Are you having a big bash for your birthday?
No, I don’t enjoy big bashes. But yes, we are having a quiet dinner in the evening with friends. Actually, the last few weeks have been too hectic. We’ve been travelling particularly every weekend. Now my husband and I are looking forward to spending some time at home.

You were recently in UK for the Selfridges show, what was it like?
Quite revelatory. The event is a great platform for Indian films. Suddenly, there is a lot of curiosity amongst the West for Asian films. This has happened after Lagaan making it to the Oscars. It’s great news and reason enough for celebration.

The show is meant to open new markets for Hindi cinema in the global context. What are your views?
What’s heartening is that this is the first time that the West is drawn to Indian mainstream cinema. All along, the representation was from the experimental films. That’s changing. At last, everyone is accepting that there is quality in commercial cinema too. This is a good sign. Acknowledgement will assure responsibility, both for the filmmakers as well as for the artistes.
How responsible do you feel as a brand ambassador for your beauty products?
Emami as you know is a herbal products range for skin and haircare. There is global interest right now in herbs and horticulture healing. It’s a killer market with cut-throat competition, but the manufacturers are confident of reaching out to a wider audience via the Asians settled abroad. I feel morally and commercially responsible for all my commitments and am giving it my best shot. Finally, of course, the product has to be good to become popular.

How would you analyse your last few releases?
Lajja was a satisfactory experience. Not just for me but for all of us involved in the film, I think. And that’s apparent in the final product. I look back on my role and the message of the film with a lot of pride.

And your forthcoming films?
Well, Hum Tumhare Hain Sanam has taken a long time, but there is a refreshing angle to the story.

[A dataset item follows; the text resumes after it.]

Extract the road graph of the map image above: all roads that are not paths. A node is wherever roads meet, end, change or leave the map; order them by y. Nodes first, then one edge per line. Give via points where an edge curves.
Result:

Unlike what everyone thinks, it isn’t a love story but offers new insights into marriage. Shah Rukh plays a husband who cannot express himself. I play an archetypal wife who is oblivious of her husband’s need for romance. Salman is my childhood friend who wants to share everything that goes on in his life and in the bargain oversteps, creates chaos in his friend’s marital life.

If a similar situation were to occur in real life would you be able to deal with it?
I’d hate to believe that something like that can happen in my life. I’m optimistic by nature and believe that if there is basic trust and confidence in a relationship, if one can communicate, there would be no problems. However, this is a hypothetical question and human beings never know what they can deal with unless faced with a crisis. The same with accomplishments, you never know your true mettle until you’re faced with challenges.

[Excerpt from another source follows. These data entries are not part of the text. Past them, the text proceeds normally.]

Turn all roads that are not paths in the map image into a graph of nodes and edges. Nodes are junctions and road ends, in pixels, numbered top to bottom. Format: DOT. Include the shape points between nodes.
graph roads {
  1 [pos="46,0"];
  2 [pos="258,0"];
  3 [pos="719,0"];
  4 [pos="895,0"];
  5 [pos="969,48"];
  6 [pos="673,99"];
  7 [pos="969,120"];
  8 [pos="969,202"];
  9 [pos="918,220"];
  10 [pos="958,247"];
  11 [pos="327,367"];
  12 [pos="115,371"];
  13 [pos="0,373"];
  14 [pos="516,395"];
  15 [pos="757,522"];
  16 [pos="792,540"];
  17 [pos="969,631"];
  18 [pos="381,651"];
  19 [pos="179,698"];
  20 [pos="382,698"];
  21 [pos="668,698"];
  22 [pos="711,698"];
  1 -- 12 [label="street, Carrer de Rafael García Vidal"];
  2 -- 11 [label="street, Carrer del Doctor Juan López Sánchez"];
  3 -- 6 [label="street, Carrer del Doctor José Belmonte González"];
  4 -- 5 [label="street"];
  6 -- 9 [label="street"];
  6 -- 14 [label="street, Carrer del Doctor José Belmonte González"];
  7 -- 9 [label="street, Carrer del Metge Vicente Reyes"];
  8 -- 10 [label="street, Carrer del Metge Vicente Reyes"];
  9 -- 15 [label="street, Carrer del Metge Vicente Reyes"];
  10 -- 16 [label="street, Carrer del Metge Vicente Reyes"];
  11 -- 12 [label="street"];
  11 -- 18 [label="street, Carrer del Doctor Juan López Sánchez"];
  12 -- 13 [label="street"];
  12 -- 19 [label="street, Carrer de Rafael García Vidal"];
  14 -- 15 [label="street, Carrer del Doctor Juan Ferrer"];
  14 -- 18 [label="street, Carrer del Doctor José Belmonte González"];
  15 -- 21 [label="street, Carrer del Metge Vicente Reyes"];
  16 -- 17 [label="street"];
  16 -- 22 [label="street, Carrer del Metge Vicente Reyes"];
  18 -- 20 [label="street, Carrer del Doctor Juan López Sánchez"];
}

Shah Rukh and you exude a special chemistry on screen. How would you describe your relationship with him?
We are comfortable as co-stars and there is mutual affection for each other which probably filters in our scenes. He is naughty and I’m watchful of his pranks, but there is a healthy give and take of ideas as well. Acting isn’t about competition but making a scene work. This isn’t possible without camradarie amongst actors. The audience must be able to identiy with what’s happening to the characters on screen.

Do filmmakers usually have a convincing theory on why they offer you a particular role?
Conscientious directors do because they love their scripts more than anyone else and cannot bear to see anything going wrong with their projection. In certain films, the roles are such that it doesn’t matter who plays which role, in which case when the director offers you a choice, he isn’t being insincere.

What was Sanjay Leela Bhansali’s explanation in offering you Chandramukhi and not Paro in Devdas?
I think Sanjay was very upfront. He said the film had two roles but he’d like me to play Chandramukhi because that’s how he sees me. His explanation being that my knowledge of dancing and abhinaya would be more appropriate for the character. I agreed because I trust his judgement.

If you had the choice would you have preferred to play Paro?
I don’t think so because I’ve played shades of Paro in my earlier films. The only difference being that the character wasn’t set in a period film. In contrast, I’ve never played a courtesan.

Chandramukhi’s character has a graph of emotions. In her devotion for the man, she literally transforms from a tawaif to jogan, which I find very attractive.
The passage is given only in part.